Revisiting a Constitution Crafted ‘in a Week’
In this Sept. 19, 1950, file photo, Gen. Douglas MacArthur,
 in passenger seat wearing leather jacket, tours the newly
 opened Incheon Front in western Korea during the Korean War.
By Yuka Hayashi
As he steps up his push to revise Japan’s postwar constitution, Prime Minister Shinzo Abe has explained that the 66-year-old basic law of Japan has become obsolete. The Japanese people must “get back our constitution,” Mr. Abe says, as the current one was written by the “occupying forces” of Gen. Douglas MacArthur, when the world was a different place. It was something drafted by “young staffers of the GHQ in a very short period of time,” he wrote in his book “Toward A New Country” published in January. “Just in 10 days or so.”
Mr. Abe’s account of how the constitution was prepared matches those given by some of those “young staffers” themselves. Several of the two dozen or so former American officials who were tasked with writing the draft constitution in 1946 shared their experiences in detail in video interviews conducted two decades ago.
Viewers can access the videos for free on the web site of the Claremont Colleges Digital Library based in California.
Among those interviewed was Richard Poole, who went to Tokyo to work for General Headquarters as a 26-year-old State Department official in 1946. Mr. Poole, now deceased, discussed how he and a couple of other young officials were assigned to draw up a section that determined Japan’s current imperial system, including the role of the emperor.
“We were told–it was a total surprise to most of us–you are to draft a new constitution for Japan and you’ll complete the work in a week. We were thunderstruck by this assignment,” he said. “Here we were a group of officers, although not a single one of us was a career officer and we were all from different walks of civilian life. We were hardly comparable to the founding fathers who drafted our constitution in the U.S.”
Another participant was Theodore McNelly, who was a 26-year-old intelligence officer working for Gen. MacArthur at his office in Tokyo’s Hibiya neighborhood. He later became a Japan studies scholar. Mr. McNelly, who passed away in 2008, was assigned to the group that drafted Article 9–probably the most controversial part of the constitution in which Japan renounced war and the possession of a military.
Mr. McNelly explained how Gen. MacArthur and Maj. Gen.
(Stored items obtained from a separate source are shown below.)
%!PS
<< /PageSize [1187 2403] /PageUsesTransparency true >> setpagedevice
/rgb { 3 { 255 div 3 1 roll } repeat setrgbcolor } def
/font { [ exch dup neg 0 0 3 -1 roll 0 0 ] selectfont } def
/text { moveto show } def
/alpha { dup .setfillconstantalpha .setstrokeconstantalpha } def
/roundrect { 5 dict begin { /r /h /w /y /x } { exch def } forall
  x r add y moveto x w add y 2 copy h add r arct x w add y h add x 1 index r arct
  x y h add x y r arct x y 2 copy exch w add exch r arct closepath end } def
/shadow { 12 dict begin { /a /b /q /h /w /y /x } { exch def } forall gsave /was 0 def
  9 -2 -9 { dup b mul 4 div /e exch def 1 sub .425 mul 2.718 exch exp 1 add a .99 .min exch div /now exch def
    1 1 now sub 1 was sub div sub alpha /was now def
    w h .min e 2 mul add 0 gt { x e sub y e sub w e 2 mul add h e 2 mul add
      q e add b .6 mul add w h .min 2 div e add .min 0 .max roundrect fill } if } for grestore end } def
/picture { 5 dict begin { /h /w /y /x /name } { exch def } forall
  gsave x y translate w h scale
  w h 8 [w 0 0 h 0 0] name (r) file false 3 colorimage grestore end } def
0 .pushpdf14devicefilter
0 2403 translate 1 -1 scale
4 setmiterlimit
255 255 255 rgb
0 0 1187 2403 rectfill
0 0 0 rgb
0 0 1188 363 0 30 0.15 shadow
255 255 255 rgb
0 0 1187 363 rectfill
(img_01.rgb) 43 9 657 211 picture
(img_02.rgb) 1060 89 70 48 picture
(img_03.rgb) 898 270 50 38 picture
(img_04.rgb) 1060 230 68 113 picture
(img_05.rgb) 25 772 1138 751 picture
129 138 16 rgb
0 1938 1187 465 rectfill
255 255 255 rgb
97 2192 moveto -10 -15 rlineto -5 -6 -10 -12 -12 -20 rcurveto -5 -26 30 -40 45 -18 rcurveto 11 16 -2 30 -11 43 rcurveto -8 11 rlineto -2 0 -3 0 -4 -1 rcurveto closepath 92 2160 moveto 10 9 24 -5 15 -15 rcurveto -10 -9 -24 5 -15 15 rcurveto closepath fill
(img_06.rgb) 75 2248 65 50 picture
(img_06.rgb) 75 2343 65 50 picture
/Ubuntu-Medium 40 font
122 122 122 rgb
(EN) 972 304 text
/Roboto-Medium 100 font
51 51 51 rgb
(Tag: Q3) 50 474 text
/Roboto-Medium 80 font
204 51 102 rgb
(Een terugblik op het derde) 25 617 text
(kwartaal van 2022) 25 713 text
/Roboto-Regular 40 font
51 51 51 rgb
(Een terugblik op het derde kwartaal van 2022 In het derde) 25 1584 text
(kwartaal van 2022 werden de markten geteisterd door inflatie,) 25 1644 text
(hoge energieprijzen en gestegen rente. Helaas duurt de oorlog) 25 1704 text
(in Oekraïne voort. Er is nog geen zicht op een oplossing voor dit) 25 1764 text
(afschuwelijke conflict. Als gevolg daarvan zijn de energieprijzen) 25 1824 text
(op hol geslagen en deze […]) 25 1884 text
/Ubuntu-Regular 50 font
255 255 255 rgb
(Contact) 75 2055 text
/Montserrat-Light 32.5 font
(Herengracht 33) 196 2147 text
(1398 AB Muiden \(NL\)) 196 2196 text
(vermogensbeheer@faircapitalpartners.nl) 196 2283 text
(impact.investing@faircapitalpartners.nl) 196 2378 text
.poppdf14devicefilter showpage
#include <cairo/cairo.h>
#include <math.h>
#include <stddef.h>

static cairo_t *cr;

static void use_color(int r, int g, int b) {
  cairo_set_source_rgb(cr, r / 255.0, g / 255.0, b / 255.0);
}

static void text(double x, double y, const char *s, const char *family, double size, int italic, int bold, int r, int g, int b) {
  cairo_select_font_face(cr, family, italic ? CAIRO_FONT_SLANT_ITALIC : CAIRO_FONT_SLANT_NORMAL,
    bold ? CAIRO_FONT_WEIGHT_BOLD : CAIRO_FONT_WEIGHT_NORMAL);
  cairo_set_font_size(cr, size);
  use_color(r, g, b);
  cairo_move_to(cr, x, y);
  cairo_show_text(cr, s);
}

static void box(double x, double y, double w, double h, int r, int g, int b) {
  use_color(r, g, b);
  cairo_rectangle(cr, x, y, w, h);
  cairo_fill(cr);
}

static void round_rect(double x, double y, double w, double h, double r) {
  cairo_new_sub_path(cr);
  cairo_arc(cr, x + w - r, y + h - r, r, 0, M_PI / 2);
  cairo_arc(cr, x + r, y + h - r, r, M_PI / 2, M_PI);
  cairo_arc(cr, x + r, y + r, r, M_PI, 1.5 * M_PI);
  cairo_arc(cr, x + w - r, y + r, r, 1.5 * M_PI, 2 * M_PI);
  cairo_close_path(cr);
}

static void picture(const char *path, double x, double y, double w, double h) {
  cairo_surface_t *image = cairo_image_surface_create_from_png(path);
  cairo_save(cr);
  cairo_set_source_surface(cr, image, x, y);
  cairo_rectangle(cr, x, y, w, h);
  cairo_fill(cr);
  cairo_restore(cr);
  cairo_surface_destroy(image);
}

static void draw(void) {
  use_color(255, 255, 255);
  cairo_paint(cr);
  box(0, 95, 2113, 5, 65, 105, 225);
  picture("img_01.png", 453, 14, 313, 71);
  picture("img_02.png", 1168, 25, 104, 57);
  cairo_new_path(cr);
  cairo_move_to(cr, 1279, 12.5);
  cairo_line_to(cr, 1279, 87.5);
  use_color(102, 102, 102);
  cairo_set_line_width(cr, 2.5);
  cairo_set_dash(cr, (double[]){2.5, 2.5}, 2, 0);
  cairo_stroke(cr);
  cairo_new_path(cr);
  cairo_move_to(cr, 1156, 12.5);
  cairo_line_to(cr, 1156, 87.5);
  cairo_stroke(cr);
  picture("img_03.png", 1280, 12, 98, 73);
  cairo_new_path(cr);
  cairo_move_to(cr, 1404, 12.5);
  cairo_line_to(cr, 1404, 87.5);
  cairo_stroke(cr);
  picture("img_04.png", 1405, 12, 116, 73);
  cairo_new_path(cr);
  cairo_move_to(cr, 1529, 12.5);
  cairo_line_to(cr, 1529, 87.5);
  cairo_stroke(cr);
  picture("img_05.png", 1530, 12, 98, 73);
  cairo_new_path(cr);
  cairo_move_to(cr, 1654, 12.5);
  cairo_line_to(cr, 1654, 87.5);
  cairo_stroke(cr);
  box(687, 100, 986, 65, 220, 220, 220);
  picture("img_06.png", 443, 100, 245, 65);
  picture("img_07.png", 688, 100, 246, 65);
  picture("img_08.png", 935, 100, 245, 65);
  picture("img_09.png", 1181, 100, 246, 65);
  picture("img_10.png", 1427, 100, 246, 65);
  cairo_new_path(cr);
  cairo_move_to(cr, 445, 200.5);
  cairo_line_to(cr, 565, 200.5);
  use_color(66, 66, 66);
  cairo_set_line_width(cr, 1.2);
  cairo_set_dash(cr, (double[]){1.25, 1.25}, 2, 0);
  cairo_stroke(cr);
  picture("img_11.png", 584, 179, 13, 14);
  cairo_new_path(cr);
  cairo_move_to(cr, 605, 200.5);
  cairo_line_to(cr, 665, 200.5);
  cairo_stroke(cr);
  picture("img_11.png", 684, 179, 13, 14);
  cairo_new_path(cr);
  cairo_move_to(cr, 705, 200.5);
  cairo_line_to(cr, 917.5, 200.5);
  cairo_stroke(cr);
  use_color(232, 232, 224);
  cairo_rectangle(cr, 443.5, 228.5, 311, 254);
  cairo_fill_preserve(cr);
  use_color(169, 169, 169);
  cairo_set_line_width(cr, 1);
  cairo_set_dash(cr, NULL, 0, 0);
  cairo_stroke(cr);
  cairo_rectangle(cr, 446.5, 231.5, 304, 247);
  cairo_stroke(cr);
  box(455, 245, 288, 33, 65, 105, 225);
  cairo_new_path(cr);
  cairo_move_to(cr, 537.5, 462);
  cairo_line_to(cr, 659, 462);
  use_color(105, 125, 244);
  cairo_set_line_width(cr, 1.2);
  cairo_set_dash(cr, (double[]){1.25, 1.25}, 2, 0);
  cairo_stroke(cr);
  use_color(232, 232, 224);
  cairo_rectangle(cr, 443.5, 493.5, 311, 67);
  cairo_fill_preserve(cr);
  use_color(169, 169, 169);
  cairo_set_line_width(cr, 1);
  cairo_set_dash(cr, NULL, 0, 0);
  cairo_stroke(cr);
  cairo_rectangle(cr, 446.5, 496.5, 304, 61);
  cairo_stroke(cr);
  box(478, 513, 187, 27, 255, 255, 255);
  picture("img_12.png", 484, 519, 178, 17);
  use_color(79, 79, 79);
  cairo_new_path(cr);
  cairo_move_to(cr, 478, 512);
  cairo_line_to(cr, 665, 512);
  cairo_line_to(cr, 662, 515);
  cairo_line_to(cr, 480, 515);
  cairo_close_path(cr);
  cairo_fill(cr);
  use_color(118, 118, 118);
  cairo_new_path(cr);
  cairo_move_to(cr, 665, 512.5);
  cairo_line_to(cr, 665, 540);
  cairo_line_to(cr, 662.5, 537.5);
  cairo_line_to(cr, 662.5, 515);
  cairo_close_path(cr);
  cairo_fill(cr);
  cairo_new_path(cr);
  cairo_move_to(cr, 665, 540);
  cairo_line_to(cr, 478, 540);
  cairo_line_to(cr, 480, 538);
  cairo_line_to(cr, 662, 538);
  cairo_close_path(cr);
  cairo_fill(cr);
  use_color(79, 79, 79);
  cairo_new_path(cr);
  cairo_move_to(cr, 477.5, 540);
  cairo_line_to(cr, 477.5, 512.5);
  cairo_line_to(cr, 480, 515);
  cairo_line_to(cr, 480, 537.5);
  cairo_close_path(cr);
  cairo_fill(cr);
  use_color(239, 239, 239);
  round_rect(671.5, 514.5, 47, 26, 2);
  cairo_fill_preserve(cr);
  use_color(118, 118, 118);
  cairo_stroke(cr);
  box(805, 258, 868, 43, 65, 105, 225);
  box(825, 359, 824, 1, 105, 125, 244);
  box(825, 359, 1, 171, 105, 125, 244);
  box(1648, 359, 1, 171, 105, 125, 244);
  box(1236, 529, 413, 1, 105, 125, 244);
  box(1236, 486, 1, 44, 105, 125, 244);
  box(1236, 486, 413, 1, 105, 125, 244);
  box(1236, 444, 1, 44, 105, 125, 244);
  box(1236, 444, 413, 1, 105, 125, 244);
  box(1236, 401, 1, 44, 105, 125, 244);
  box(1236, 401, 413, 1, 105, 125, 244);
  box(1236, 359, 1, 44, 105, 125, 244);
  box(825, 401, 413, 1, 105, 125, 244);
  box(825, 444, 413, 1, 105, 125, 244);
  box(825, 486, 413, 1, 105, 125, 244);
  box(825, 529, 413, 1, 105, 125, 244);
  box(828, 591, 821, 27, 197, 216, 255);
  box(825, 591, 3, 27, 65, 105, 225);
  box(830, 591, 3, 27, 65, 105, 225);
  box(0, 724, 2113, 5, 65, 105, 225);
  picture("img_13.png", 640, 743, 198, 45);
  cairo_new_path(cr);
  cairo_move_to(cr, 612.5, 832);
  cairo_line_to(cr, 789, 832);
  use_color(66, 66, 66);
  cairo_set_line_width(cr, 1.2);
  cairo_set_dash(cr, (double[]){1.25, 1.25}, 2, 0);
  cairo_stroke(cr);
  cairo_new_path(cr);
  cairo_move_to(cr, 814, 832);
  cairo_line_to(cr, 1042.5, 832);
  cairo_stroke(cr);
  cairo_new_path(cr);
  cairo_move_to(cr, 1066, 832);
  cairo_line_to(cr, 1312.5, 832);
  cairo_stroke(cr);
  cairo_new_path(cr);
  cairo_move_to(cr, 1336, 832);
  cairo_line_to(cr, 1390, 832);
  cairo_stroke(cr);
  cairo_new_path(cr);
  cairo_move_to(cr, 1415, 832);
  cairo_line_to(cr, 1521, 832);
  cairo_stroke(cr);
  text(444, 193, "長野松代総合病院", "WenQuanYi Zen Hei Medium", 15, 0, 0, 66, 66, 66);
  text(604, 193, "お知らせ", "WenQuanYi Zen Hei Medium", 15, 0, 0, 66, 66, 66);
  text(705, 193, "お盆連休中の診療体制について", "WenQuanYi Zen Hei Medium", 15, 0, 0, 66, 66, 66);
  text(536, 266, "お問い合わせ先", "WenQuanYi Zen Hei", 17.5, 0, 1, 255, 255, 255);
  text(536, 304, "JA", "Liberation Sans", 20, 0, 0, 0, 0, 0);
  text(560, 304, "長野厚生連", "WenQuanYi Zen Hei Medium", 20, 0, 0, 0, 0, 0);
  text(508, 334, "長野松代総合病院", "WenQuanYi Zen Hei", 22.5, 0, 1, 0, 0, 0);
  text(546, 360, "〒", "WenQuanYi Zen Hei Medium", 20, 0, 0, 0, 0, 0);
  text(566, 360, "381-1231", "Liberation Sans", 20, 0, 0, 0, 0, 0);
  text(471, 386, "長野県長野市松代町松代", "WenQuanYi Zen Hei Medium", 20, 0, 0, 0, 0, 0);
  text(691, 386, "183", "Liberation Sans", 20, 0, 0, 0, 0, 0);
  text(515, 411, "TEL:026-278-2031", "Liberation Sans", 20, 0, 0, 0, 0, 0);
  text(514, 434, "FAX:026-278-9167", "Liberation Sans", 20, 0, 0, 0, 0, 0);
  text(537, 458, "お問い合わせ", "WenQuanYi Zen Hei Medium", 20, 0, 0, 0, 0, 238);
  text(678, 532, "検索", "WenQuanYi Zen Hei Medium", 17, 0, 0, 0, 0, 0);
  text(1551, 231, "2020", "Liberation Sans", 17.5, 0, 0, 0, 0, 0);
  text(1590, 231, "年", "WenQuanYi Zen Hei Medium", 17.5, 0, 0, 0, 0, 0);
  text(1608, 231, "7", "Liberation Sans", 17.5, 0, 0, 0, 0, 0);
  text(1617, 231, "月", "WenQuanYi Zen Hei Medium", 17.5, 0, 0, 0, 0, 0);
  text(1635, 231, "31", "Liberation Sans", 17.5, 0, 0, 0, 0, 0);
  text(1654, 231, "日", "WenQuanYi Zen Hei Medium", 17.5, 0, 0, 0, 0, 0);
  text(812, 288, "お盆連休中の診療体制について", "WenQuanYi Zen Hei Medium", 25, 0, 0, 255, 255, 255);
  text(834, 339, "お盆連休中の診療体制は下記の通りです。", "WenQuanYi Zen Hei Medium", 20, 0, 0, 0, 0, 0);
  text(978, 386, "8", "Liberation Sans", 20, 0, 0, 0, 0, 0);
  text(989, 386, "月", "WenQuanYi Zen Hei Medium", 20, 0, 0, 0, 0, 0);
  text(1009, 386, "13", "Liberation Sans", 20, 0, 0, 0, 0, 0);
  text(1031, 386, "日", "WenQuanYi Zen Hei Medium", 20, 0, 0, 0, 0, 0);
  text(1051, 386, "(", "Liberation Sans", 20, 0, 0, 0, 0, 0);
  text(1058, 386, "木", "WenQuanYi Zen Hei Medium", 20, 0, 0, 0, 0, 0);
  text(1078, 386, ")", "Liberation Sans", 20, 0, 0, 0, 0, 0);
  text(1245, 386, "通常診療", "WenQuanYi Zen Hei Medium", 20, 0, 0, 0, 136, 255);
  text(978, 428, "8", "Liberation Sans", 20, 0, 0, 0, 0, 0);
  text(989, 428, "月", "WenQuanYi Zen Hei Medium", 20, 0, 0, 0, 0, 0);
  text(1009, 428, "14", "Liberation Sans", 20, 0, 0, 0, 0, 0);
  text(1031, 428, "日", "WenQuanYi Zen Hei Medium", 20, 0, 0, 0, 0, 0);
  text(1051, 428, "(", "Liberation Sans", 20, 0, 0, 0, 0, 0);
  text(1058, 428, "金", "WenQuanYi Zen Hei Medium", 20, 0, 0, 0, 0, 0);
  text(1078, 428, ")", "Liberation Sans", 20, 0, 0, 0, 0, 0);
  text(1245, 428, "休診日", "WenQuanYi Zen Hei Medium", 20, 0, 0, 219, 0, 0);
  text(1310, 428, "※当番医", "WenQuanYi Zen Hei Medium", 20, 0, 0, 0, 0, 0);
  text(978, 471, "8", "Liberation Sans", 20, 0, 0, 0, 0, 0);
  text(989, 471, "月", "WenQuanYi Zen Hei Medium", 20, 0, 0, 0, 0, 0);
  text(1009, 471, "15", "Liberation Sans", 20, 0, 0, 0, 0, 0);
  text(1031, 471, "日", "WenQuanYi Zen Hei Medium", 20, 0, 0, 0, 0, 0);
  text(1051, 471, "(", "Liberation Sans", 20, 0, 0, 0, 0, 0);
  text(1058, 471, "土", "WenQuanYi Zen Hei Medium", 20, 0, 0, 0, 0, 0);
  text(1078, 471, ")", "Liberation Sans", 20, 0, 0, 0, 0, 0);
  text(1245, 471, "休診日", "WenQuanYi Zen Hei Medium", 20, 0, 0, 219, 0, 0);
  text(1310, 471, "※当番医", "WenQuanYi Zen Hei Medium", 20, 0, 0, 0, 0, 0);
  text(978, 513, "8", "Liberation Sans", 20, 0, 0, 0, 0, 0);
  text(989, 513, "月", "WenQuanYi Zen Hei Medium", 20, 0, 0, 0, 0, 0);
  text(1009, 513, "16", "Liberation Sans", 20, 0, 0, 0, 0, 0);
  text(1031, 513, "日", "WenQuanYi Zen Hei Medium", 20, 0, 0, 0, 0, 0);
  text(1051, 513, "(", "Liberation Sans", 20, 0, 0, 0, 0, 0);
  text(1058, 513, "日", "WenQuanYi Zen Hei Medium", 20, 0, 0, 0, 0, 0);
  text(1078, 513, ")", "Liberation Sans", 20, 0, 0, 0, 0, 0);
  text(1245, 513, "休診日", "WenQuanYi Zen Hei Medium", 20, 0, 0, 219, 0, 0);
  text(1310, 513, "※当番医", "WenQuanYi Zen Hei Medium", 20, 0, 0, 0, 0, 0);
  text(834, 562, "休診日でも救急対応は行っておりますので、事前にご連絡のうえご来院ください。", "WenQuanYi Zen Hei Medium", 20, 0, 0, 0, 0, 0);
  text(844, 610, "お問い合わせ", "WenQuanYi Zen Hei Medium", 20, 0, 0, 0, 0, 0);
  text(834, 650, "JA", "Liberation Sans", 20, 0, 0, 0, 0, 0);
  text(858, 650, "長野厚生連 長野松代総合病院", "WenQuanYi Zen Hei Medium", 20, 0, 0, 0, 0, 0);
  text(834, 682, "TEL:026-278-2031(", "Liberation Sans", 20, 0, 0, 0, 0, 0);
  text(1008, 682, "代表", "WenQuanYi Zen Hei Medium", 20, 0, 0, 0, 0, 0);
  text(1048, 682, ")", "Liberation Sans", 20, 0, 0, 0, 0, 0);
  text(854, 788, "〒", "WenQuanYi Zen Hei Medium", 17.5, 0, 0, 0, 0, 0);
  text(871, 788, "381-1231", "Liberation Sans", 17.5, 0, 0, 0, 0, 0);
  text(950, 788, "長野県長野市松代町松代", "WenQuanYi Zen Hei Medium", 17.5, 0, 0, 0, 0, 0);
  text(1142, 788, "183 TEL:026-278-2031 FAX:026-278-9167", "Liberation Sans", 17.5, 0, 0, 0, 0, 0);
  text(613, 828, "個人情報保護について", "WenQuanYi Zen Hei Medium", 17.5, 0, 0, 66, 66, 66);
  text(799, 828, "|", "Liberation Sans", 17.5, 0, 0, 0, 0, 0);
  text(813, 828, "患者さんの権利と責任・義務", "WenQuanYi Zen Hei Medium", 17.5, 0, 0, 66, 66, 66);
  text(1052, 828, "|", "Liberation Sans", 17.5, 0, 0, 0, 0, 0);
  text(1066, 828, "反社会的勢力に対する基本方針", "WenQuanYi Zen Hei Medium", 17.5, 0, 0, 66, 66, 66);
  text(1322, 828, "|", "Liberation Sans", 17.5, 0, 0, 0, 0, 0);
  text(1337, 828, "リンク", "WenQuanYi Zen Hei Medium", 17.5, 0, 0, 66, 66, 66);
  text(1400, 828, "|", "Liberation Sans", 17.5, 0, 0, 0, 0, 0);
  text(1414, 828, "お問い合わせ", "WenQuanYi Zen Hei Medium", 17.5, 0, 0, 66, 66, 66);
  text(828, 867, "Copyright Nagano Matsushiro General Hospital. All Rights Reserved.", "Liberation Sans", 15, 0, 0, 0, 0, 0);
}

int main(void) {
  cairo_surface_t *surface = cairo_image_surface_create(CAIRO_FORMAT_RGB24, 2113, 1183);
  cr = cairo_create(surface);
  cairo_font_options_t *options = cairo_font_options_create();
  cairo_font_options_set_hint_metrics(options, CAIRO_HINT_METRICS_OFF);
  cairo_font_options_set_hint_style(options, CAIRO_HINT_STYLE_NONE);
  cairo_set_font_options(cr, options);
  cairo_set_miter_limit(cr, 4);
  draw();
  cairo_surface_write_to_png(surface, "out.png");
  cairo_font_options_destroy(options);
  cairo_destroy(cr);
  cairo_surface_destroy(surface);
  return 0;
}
Courtney Whitney, who as a lawyer led the efforts to prepare the constitution, decided that GHQ had to draw up the draft “as a kind of a model to guide the Japanese.” This came after they determined the document prepared by the cabinet of then Prime Minister Kijuro Shidehara was “really inadequate.”
Writing of the draft, Mr. McNelly said, was such a rush. “We had more materials than we had time to study them,” he said. “When you had to do this in a week, there wasn’t time to do a great deal of historical research.”